■ **TASK DESCRIPTION**: Reproduce the whole listing exactly, omitting any picture it holds.

■ **GIVEN RECORDS**:

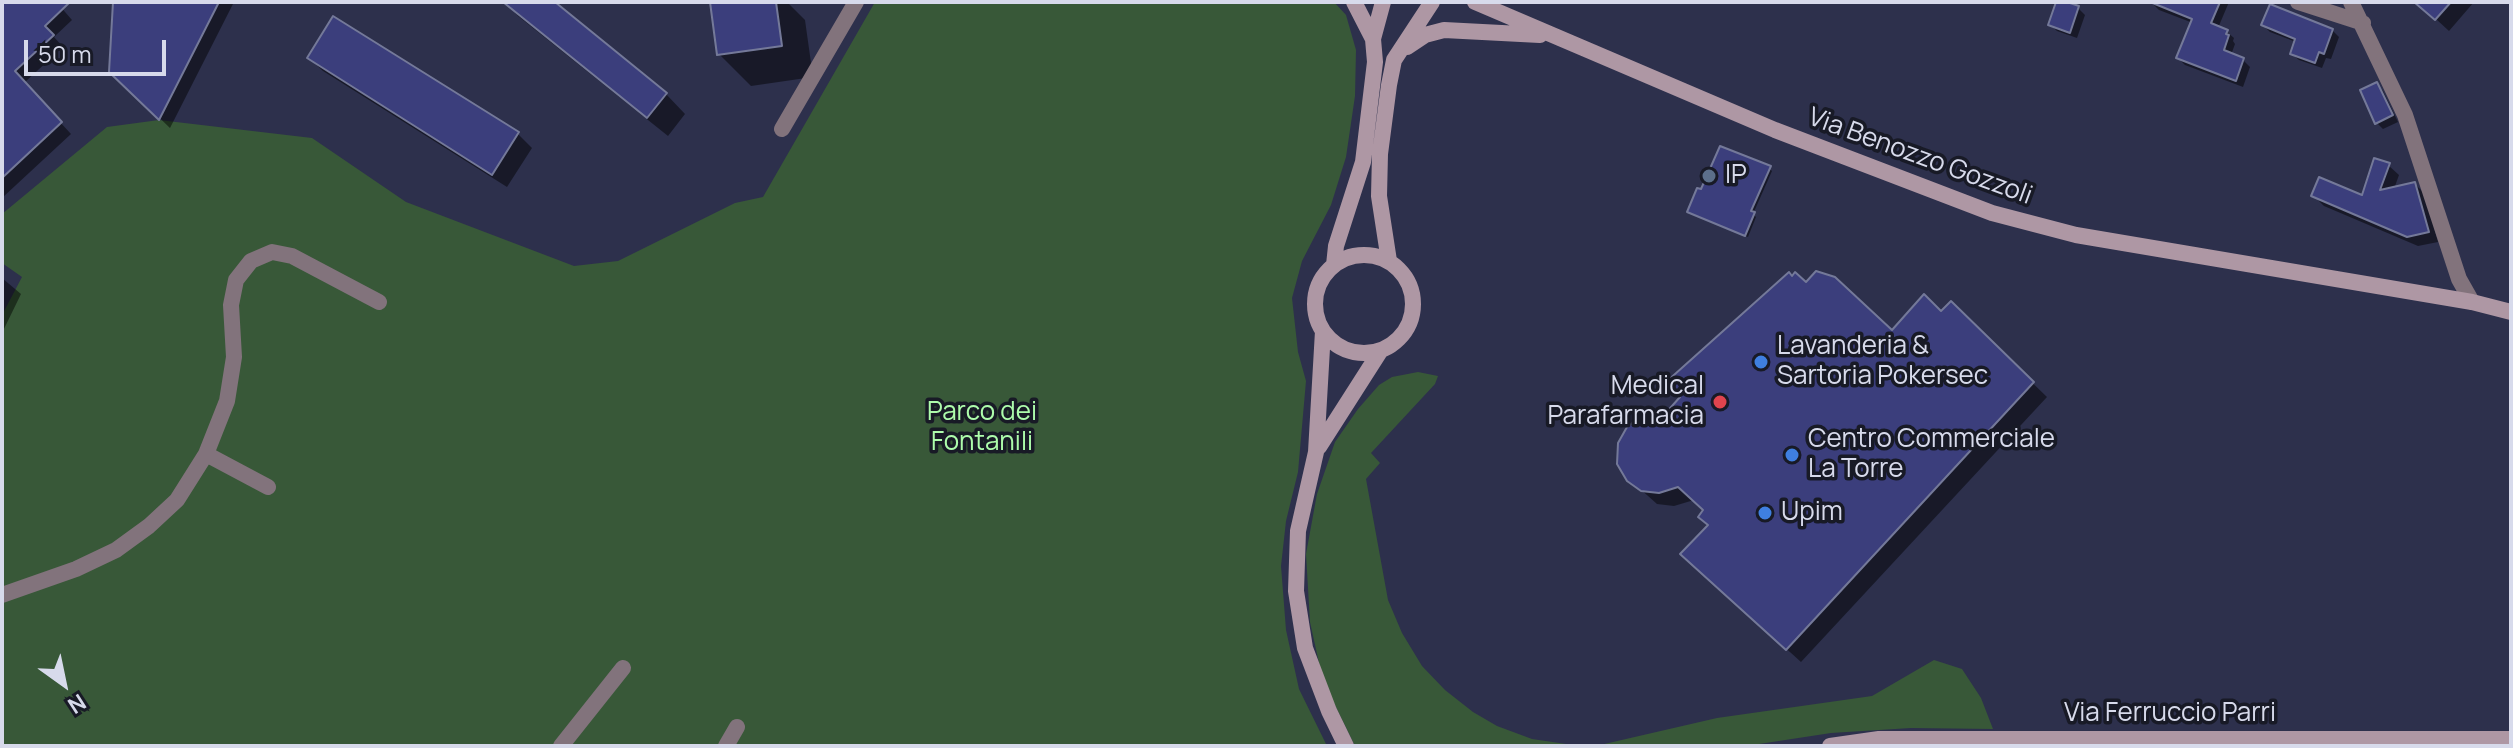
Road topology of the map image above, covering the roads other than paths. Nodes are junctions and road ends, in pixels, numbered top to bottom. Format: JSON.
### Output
{"nodes":[{"id":1,"x":856,"y":2,"type":"edge"},
{"id":2,"x":1354,"y":2,"type":"edge"},
{"id":3,"x":1383,"y":2,"type":"edge"},
{"id":4,"x":1432,"y":2,"type":"edge"},
{"id":5,"x":1475,"y":2,"type":"edge"},
{"id":6,"x":2298,"y":2,"type":"edge"},
{"id":7,"x":2351,"y":2,"type":"edge"},
{"id":8,"x":2363,"y":23,"type":"junction"},
{"id":9,"x":1554,"y":35,"type":"junction"},
{"id":10,"x":1373,"y":39,"type":"junction"},
{"id":11,"x":1399,"y":52,"type":"junction"},
{"id":12,"x":782,"y":129,"type":"dead end"},
{"id":13,"x":1389,"y":261,"type":"junction"},
{"id":14,"x":1334,"y":265,"type":"junction"},
{"id":15,"x":379,"y":302,"type":"dead end"},
{"id":16,"x":2472,"y":302,"type":"junction"},
{"id":17,"x":2511,"y":312,"type":"edge"},
{"id":18,"x":1323,"y":331,"type":"junction"},
{"id":19,"x":1381,"y":350,"type":"junction"},
{"id":20,"x":1316,"y":452,"type":"junction"},
{"id":21,"x":206,"y":454,"type":"junction"},
{"id":22,"x":268,"y":487,"type":"dead end"},
{"id":23,"x":2,"y":595,"type":"edge"},
{"id":24,"x":623,"y":668,"type":"dead end"},
{"id":25,"x":737,"y":727,"type":"dead end"},
{"id":26,"x":2511,"y":732,"type":"edge"},
{"id":27,"x":2435,"y":737,"type":"junction"},
{"id":28,"x":2511,"y":739,"type":"edge"},
{"id":29,"x":561,"y":746,"type":"edge"},
{"id":30,"x":726,"y":746,"type":"edge"},
{"id":31,"x":1346,"y":746,"type":"edge"},
{"id":32,"x":1830,"y":746,"type":"edge"}],
"edges":[{"from":1,"to":12,"type":"street"},
{"from":2,"to":10,"type":"street"},
{"from":3,"to":10,"type":"street"},
{"from":4,"to":11,"type":"street"},
{"from":5,"to":9,"type":"street","name":"Via Benozzo Gozzoli"},
{"from":6,"to":8,"type":"street"},
{"from":7,"to":8,"type":"street"},
{"from":8,"to":16,"type":"street"},
{"from":9,"to":11,"type":"street"},
{"from":9,"to":16,"type":"street","name":"Via Benozzo Gozzoli"},
{"from":10,"to":14,"type":"street"},
{"from":11,"to":13,"type":"street"},
{"from":13,"to":14,"type":"street"},
{"from":13,"to":19,"type":"street"},
{"from":14,"to":18,"type":"street"},
{"from":15,"to":21,"type":"street"},
{"from":16,"to":17,"type":"street","name":"Via Benozzo Gozzoli"},
{"from":18,"to":19,"type":"street"},
{"from":18,"to":20,"type":"street"},
{"from":19,"to":20,"type":"street"},
{"from":20,"to":31,"type":"street"},
{"from":21,"to":22,"type":"street"},
{"from":21,"to":23,"type":"street"},
{"from":24,"to":29,"type":"street"},
{"from":25,"to":30,"type":"street"},
{"from":26,"to":27,"type":"street"},
{"from":27,"to":28,"type":"street","name":"Via Ferruccio Parri"},
{"from":27,"to":32,"type":"street","name":"Via Ferruccio Parri"}]}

■ **RESPONSE**:
Road topology of the map image above, covering the roads other than paths. Nodes are junctions and road ends, in pixels, numbered top to bottom. Format: JSON.
### Output
{"nodes":[{"id":1,"x":856,"y":2,"type":"edge"},
{"id":2,"x":1354,"y":2,"type":"edge"},
{"id":3,"x":1383,"y":2,"type":"edge"},
{"id":4,"x":1432,"y":2,"type":"edge"},
{"id":5,"x":1475,"y":2,"type":"edge"},
{"id":6,"x":2298,"y":2,"type":"edge"},
{"id":7,"x":2351,"y":2,"type":"edge"},
{"id":8,"x":2363,"y":23,"type":"junction"},
{"id":9,"x":1554,"y":35,"type":"junction"},
{"id":10,"x":1373,"y":39,"type":"junction"},
{"id":11,"x":1399,"y":52,"type":"junction"},
{"id":12,"x":782,"y":129,"type":"dead end"},
{"id":13,"x":1389,"y":261,"type":"junction"},
{"id":14,"x":1334,"y":265,"type":"junction"},
{"id":15,"x":379,"y":302,"type":"dead end"},
{"id":16,"x":2472,"y":302,"type":"junction"},
{"id":17,"x":2511,"y":312,"type":"edge"},
{"id":18,"x":1323,"y":331,"type":"junction"},
{"id":19,"x":1381,"y":350,"type":"junction"},
{"id":20,"x":1316,"y":452,"type":"junction"},
{"id":21,"x":206,"y":454,"type":"junction"},
{"id":22,"x":268,"y":487,"type":"dead end"},
{"id":23,"x":2,"y":595,"type":"edge"},
{"id":24,"x":623,"y":668,"type":"dead end"},
{"id":25,"x":737,"y":727,"type":"dead end"},
{"id":26,"x":2511,"y":732,"type":"edge"},
{"id":27,"x":2435,"y":737,"type":"junction"},
{"id":28,"x":2511,"y":739,"type":"edge"},
{"id":29,"x":561,"y":746,"type":"edge"},
{"id":30,"x":726,"y":746,"type":"edge"},
{"id":31,"x":1346,"y":746,"type":"edge"},
{"id":32,"x":1830,"y":746,"type":"edge"}],
"edges":[{"from":1,"to":12,"type":"street"},
{"from":2,"to":10,"type":"street"},
{"from":3,"to":10,"type":"street"},
{"from":4,"to":11,"type":"street"},
{"from":5,"to":9,"type":"street","name":"Via Benozzo Gozzoli"},
{"from":6,"to":8,"type":"street"},
{"from":7,"to":8,"type":"street"},
{"from":8,"to":16,"type":"street"},
{"from":9,"to":11,"type":"street"},
{"from":9,"to":16,"type":"street","name":"Via Benozzo Gozzoli"},
{"from":10,"to":14,"type":"street"},
{"from":11,"to":13,"type":"street"},
{"from":13,"to":14,"type":"street"},
{"from":13,"to":19,"type":"street"},
{"from":14,"to":18,"type":"street"},
{"from":15,"to":21,"type":"street"},
{"from":16,"to":17,"type":"street","name":"Via Benozzo Gozzoli"},
{"from":18,"to":19,"type":"street"},
{"from":18,"to":20,"type":"street"},
{"from":19,"to":20,"type":"street"},
{"from":20,"to":31,"type":"street"},
{"from":21,"to":22,"type":"street"},
{"from":21,"to":23,"type":"street"},
{"from":24,"to":29,"type":"street"},
{"from":25,"to":30,"type":"street"},
{"from":26,"to":27,"type":"street"},
{"from":27,"to":28,"type":"street","name":"Via Ferruccio Parri"},
{"from":27,"to":32,"type":"street","name":"Via Ferruccio Parri"}]}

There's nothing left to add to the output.